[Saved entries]
____

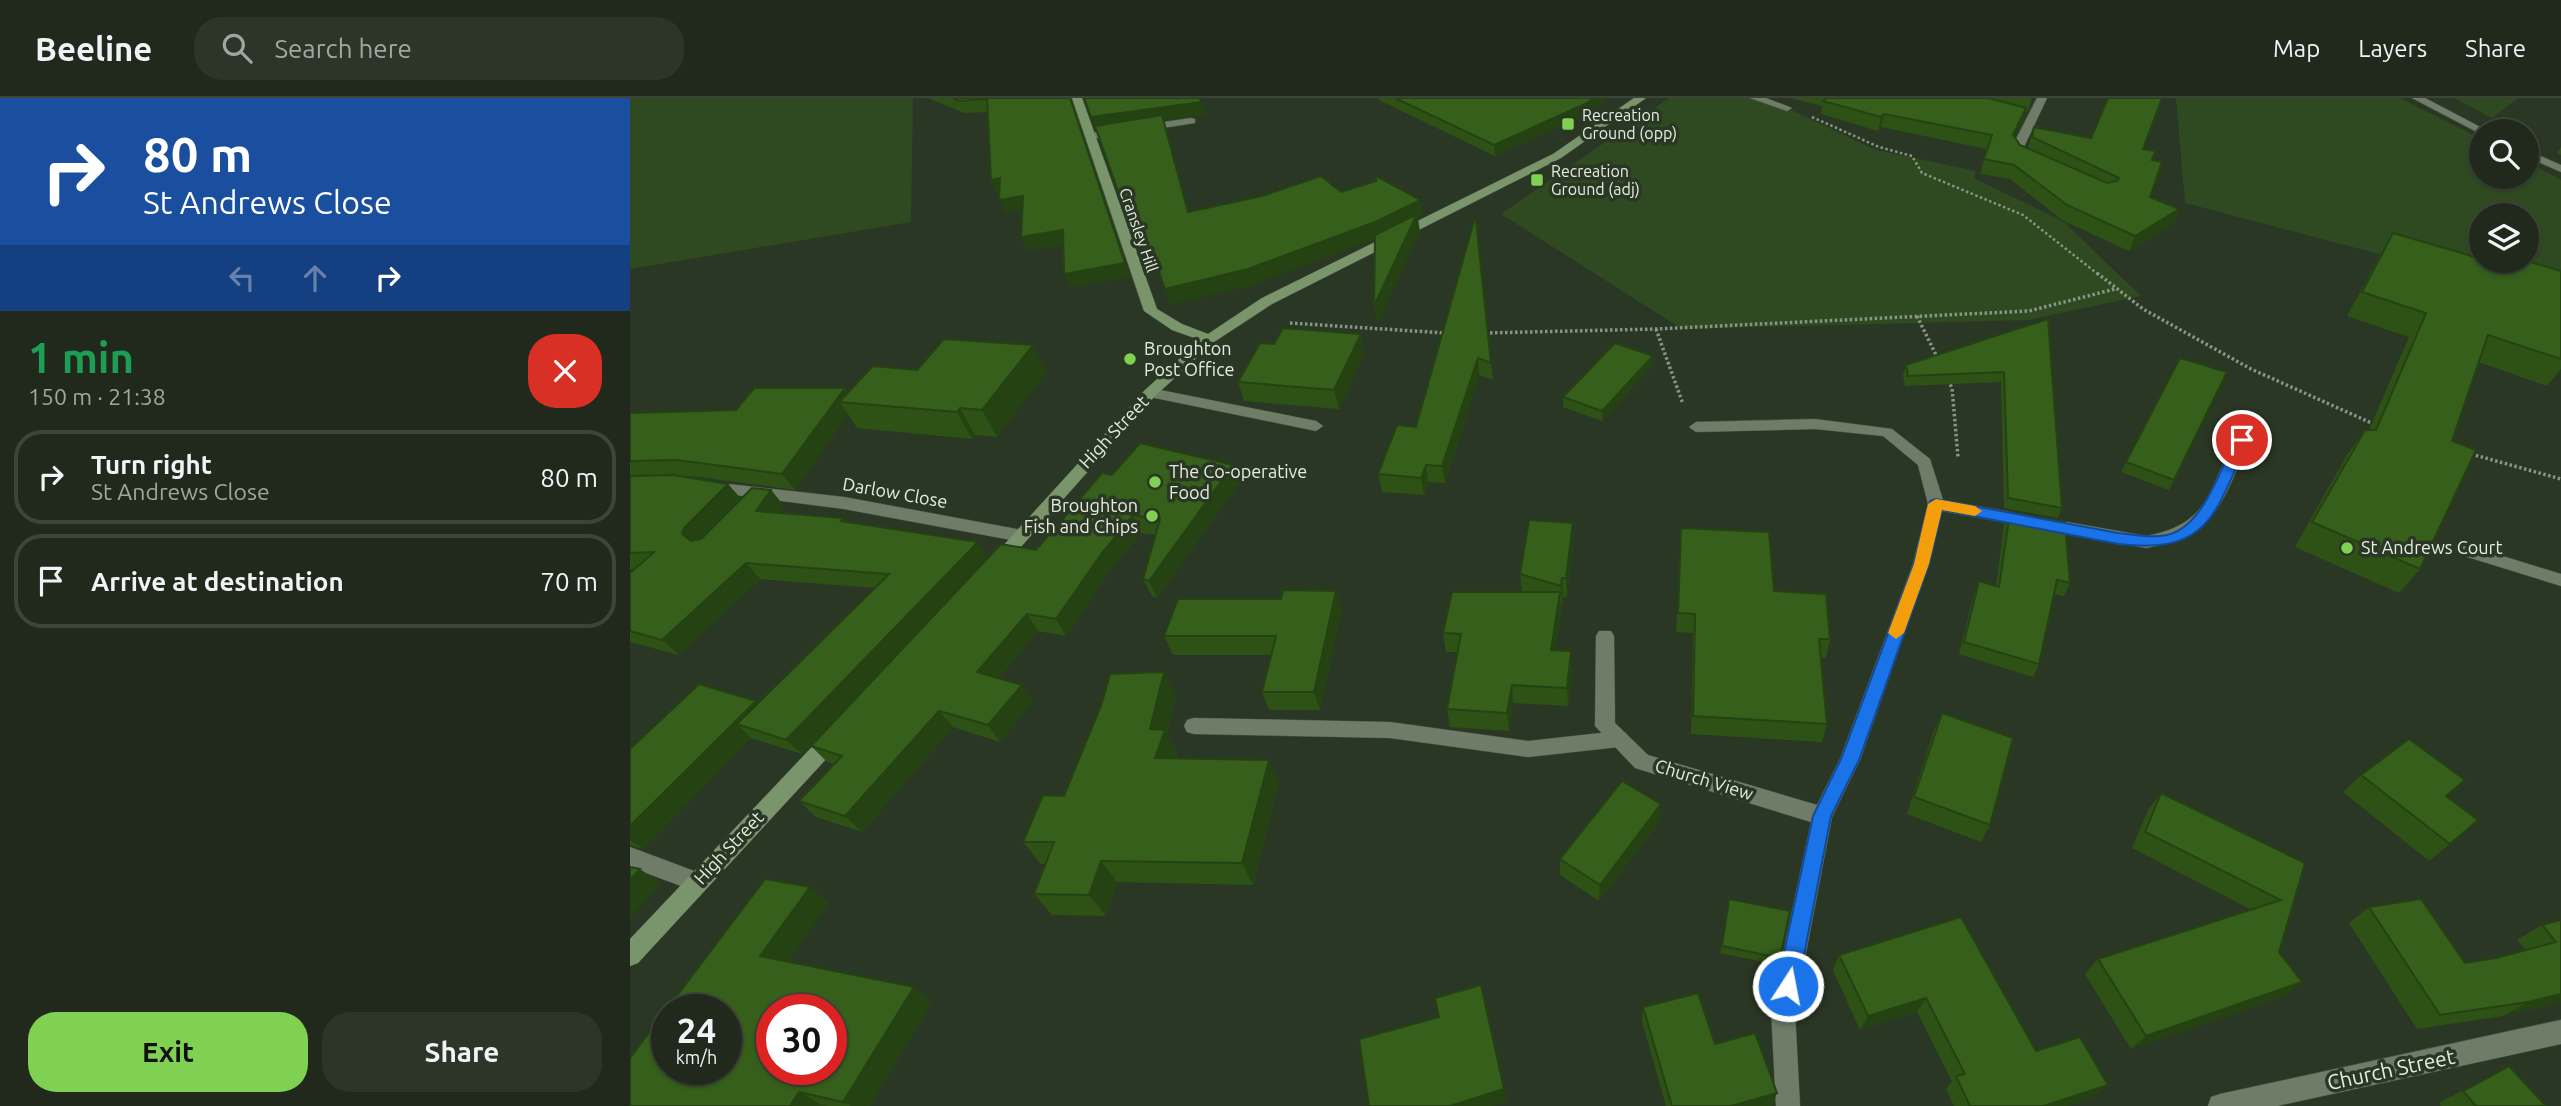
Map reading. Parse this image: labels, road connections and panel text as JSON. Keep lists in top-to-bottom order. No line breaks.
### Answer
{"streets":{"street":["Cransley Hill","High Street","Darlow Close","Church View","Church Street"]},"crossings":[["Cransley Hill","High Street"],["High Street","Darlow Close"]],"places":{"transit":["Recreation Ground (opp)","Recreation Ground (adj)"],"other":["Broughton Post Office","The Co-operative Food","Broughton Fish and Chips","St Andrews Court"]},"page":{"header":"Beeline","search":"Search here","nav":["Map","Layers","Share"],"turn":["80 m","St Andrews Close"],"heading":["1 min","150 m · 21:38"],"list":[{"name":"Turn right","note":"St Andrews Close","value":"80 m"},{"name":"Arrive at destination","value":"70 m"}],"speed":"24 km/h","limit":"30","buttons":["Exit","Share"]}}
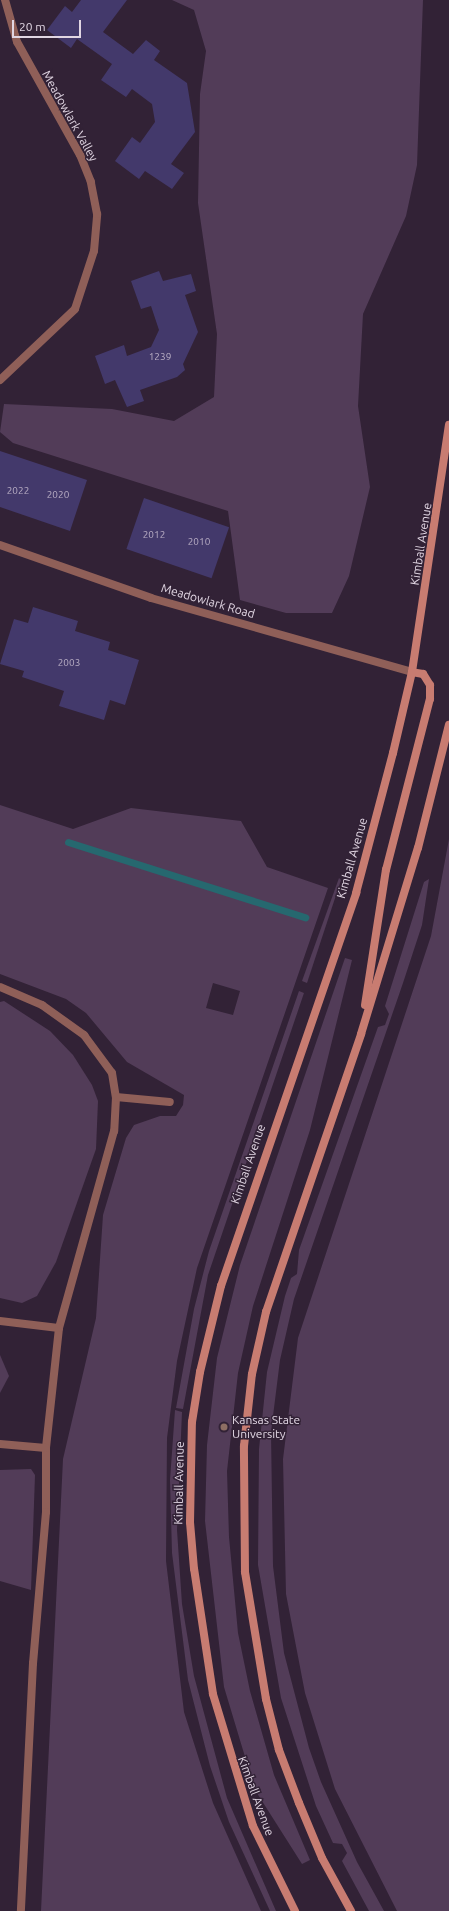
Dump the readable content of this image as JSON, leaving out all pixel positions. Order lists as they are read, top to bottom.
{
  "streets": {
    "main road": ["Kimball Avenue"],
    "street": ["Meadowlark Valley", "Meadowlark Road"]
  },
  "crossings": [
    ["Kimball Avenue", "Meadowlark Road"]
  ],
  "places": ["Kansas State University"],
  "house_numbers": [
    "1239",
    "2022",
    "2020",
    "2012",
    "2010",
    "2003"
  ],
  "scale_bar": "20 m"
}
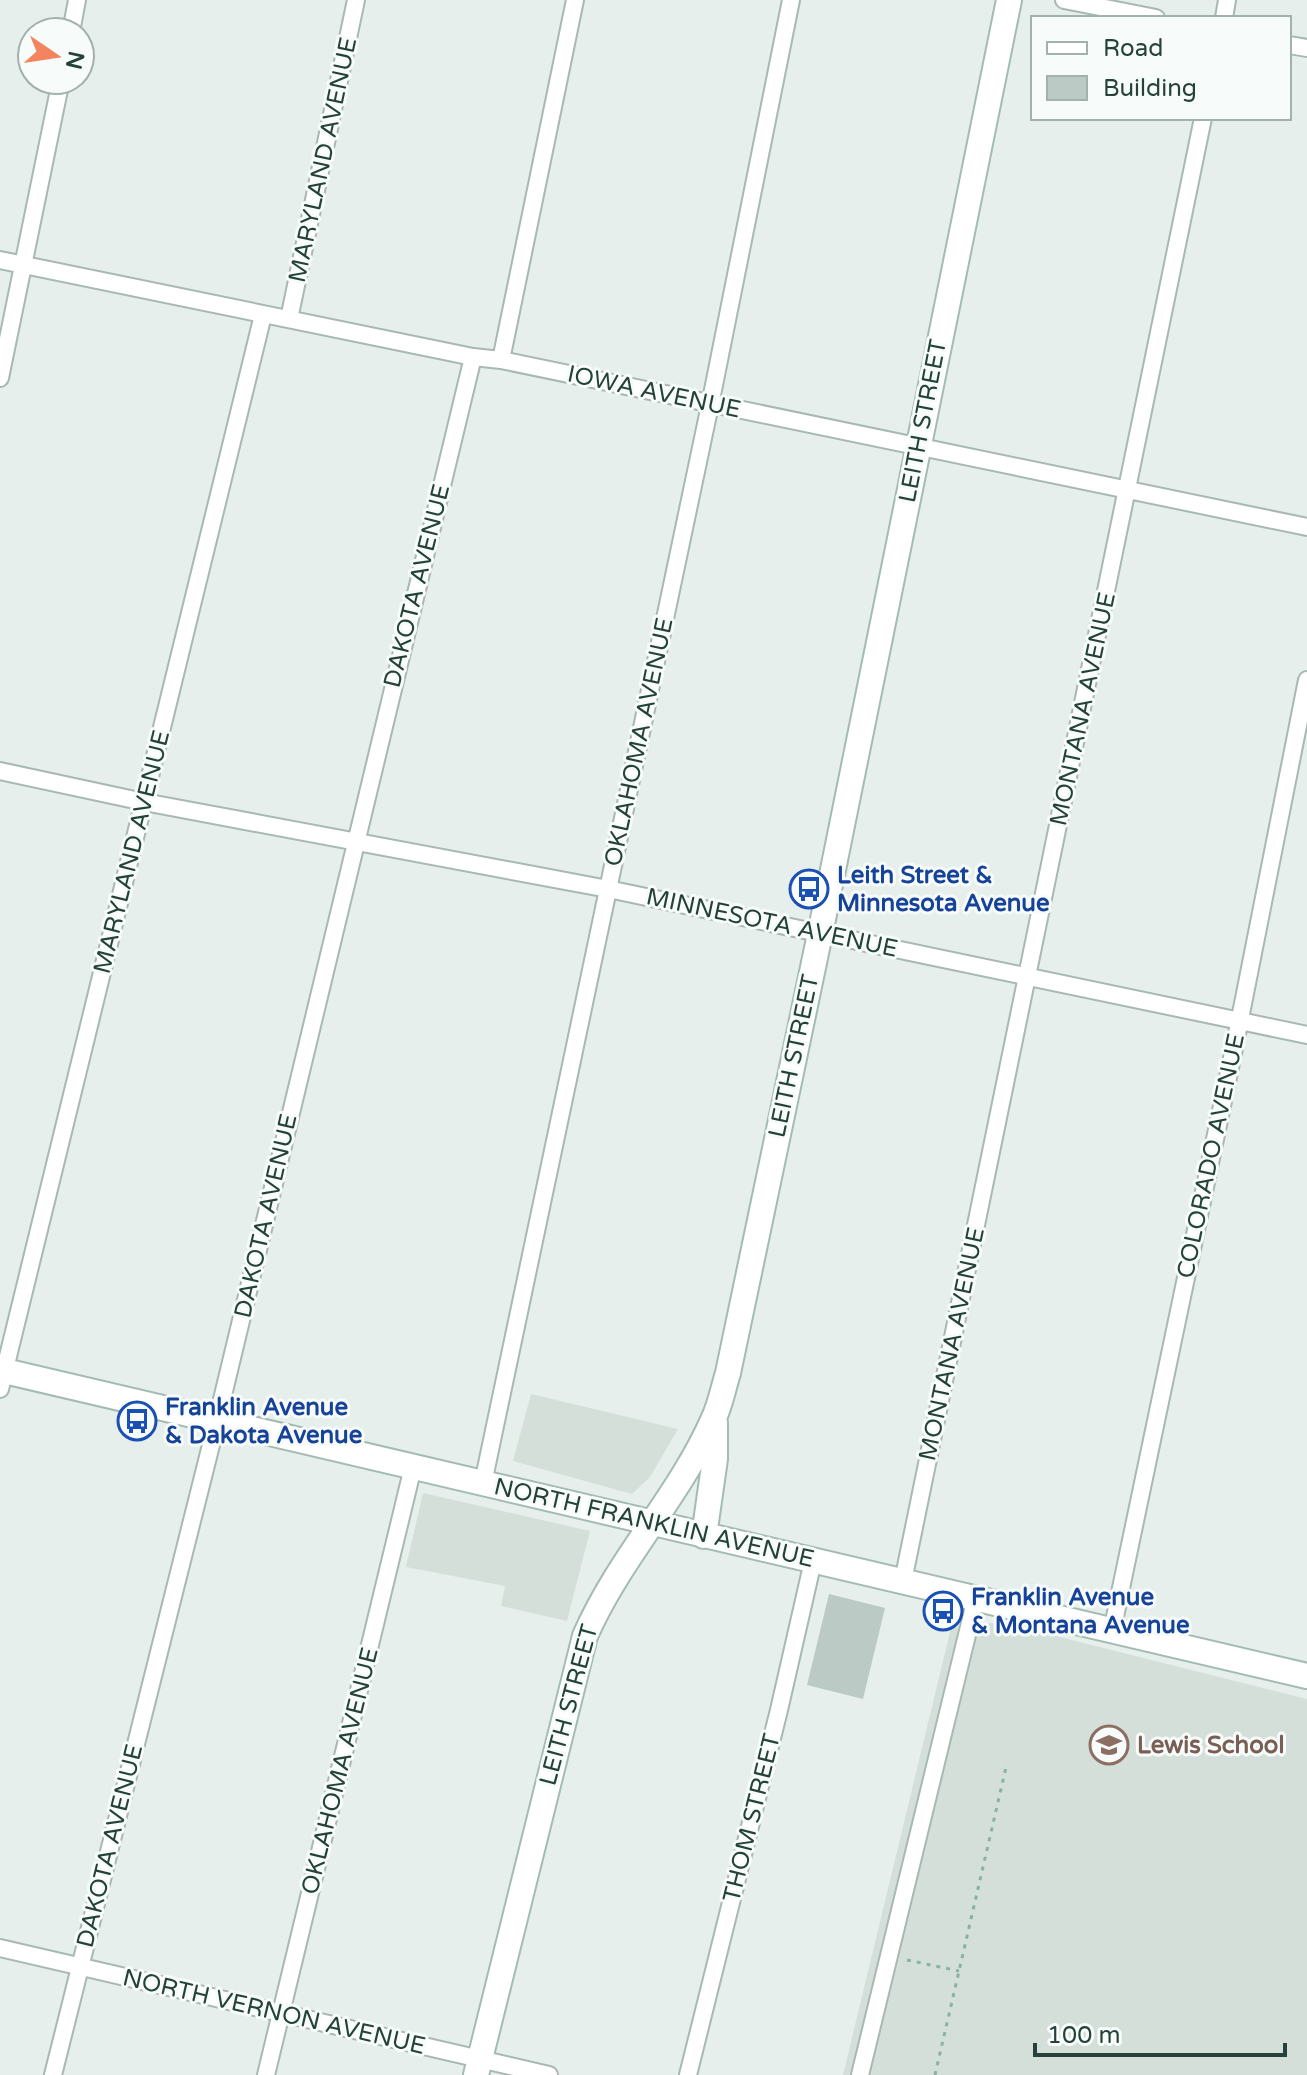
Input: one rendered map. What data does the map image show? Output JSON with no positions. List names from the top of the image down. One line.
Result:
{"streets":{"street":["MARYLAND AVENUE","IOWA AVENUE","LEITH STREET","DAKOTA AVENUE","MONTANA AVENUE","OKLAHOMA AVENUE","MINNESOTA AVENUE","COLORADO AVENUE","NORTH FRANKLIN AVENUE","THOM STREET","NORTH VERNON AVENUE"]},"crossings":[["MARYLAND AVENUE","IOWA AVENUE"],["MARYLAND AVENUE","MINNESOTA AVENUE"],["MARYLAND AVENUE","NORTH FRANKLIN AVENUE"],["IOWA AVENUE","LEITH STREET"],["IOWA AVENUE","DAKOTA AVENUE"],["IOWA AVENUE","MONTANA AVENUE"],["IOWA AVENUE","OKLAHOMA AVENUE"],["LEITH STREET","MINNESOTA AVENUE"],["LEITH STREET","NORTH FRANKLIN AVENUE"],["LEITH STREET","NORTH VERNON AVENUE"],["DAKOTA AVENUE","MINNESOTA AVENUE"],["DAKOTA AVENUE","NORTH FRANKLIN AVENUE"],["DAKOTA AVENUE","NORTH VERNON AVENUE"],["MONTANA AVENUE","MINNESOTA AVENUE"],["MONTANA AVENUE","NORTH FRANKLIN AVENUE"],["OKLAHOMA AVENUE","MINNESOTA AVENUE"],["OKLAHOMA AVENUE","NORTH FRANKLIN AVENUE"],["OKLAHOMA AVENUE","NORTH VERNON AVENUE"],["MINNESOTA AVENUE","COLORADO AVENUE"],["COLORADO AVENUE","NORTH FRANKLIN AVENUE"],["NORTH FRANKLIN AVENUE","THOM STREET"]],"places":{"bus stop":["Leith Street & Minnesota Avenue","Franklin Avenue & Dakota Avenue","Franklin Avenue & Montana Avenue"],"school or university":["Lewis School"]},"legend":["Road","Building"],"scale_bar":"100 m","north":"right"}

____

### Description of the task
Output the records exactly, please. The pictures are not part of the copy.

### Solution below
Map reading. Parse this image: labels, road connections and panel text as JSON. Keep lists in top-to-bottom order. No line breaks.
### Answer
{"streets":{"street":["Cransley Hill","High Street","Darlow Close","Church View","Church Street"]},"crossings":[["Cransley Hill","High Street"],["High Street","Darlow Close"]],"places":{"transit":["Recreation Ground (opp)","Recreation Ground (adj)"],"other":["Broughton Post Office","The Co-operative Food","Broughton Fish and Chips","St Andrews Court"]},"page":{"header":"Beeline","search":"Search here","nav":["Map","Layers","Share"],"turn":["80 m","St Andrews Close"],"heading":["1 min","150 m · 21:38"],"list":[{"name":"Turn right","note":"St Andrews Close","value":"80 m"},{"name":"Arrive at destination","value":"70 m"}],"speed":"24 km/h","limit":"30","buttons":["Exit","Share"]}}
Dump the readable content of this image as JSON, leaving out all pixel positions. Order lists as they are read, top to bottom.
{
  "streets": {
    "main road": ["Kimball Avenue"],
    "street": ["Meadowlark Valley", "Meadowlark Road"]
  },
  "crossings": [
    ["Kimball Avenue", "Meadowlark Road"]
  ],
  "places": ["Kansas State University"],
  "house_numbers": [
    "1239",
    "2022",
    "2020",
    "2012",
    "2010",
    "2003"
  ],
  "scale_bar": "20 m"
}
Input: one rendered map. What data does the map image show? Output JSON with no positions. List names from the top of the image down. One line.
Result:
{"streets":{"street":["MARYLAND AVENUE","IOWA AVENUE","LEITH STREET","DAKOTA AVENUE","MONTANA AVENUE","OKLAHOMA AVENUE","MINNESOTA AVENUE","COLORADO AVENUE","NORTH FRANKLIN AVENUE","THOM STREET","NORTH VERNON AVENUE"]},"crossings":[["MARYLAND AVENUE","IOWA AVENUE"],["MARYLAND AVENUE","MINNESOTA AVENUE"],["MARYLAND AVENUE","NORTH FRANKLIN AVENUE"],["IOWA AVENUE","LEITH STREET"],["IOWA AVENUE","DAKOTA AVENUE"],["IOWA AVENUE","MONTANA AVENUE"],["IOWA AVENUE","OKLAHOMA AVENUE"],["LEITH STREET","MINNESOTA AVENUE"],["LEITH STREET","NORTH FRANKLIN AVENUE"],["LEITH STREET","NORTH VERNON AVENUE"],["DAKOTA AVENUE","MINNESOTA AVENUE"],["DAKOTA AVENUE","NORTH FRANKLIN AVENUE"],["DAKOTA AVENUE","NORTH VERNON AVENUE"],["MONTANA AVENUE","MINNESOTA AVENUE"],["MONTANA AVENUE","NORTH FRANKLIN AVENUE"],["OKLAHOMA AVENUE","MINNESOTA AVENUE"],["OKLAHOMA AVENUE","NORTH FRANKLIN AVENUE"],["OKLAHOMA AVENUE","NORTH VERNON AVENUE"],["MINNESOTA AVENUE","COLORADO AVENUE"],["COLORADO AVENUE","NORTH FRANKLIN AVENUE"],["NORTH FRANKLIN AVENUE","THOM STREET"]],"places":{"bus stop":["Leith Street & Minnesota Avenue","Franklin Avenue & Dakota Avenue","Franklin Avenue & Montana Avenue"],"school or university":["Lewis School"]},"legend":["Road","Building"],"scale_bar":"100 m","north":"right"}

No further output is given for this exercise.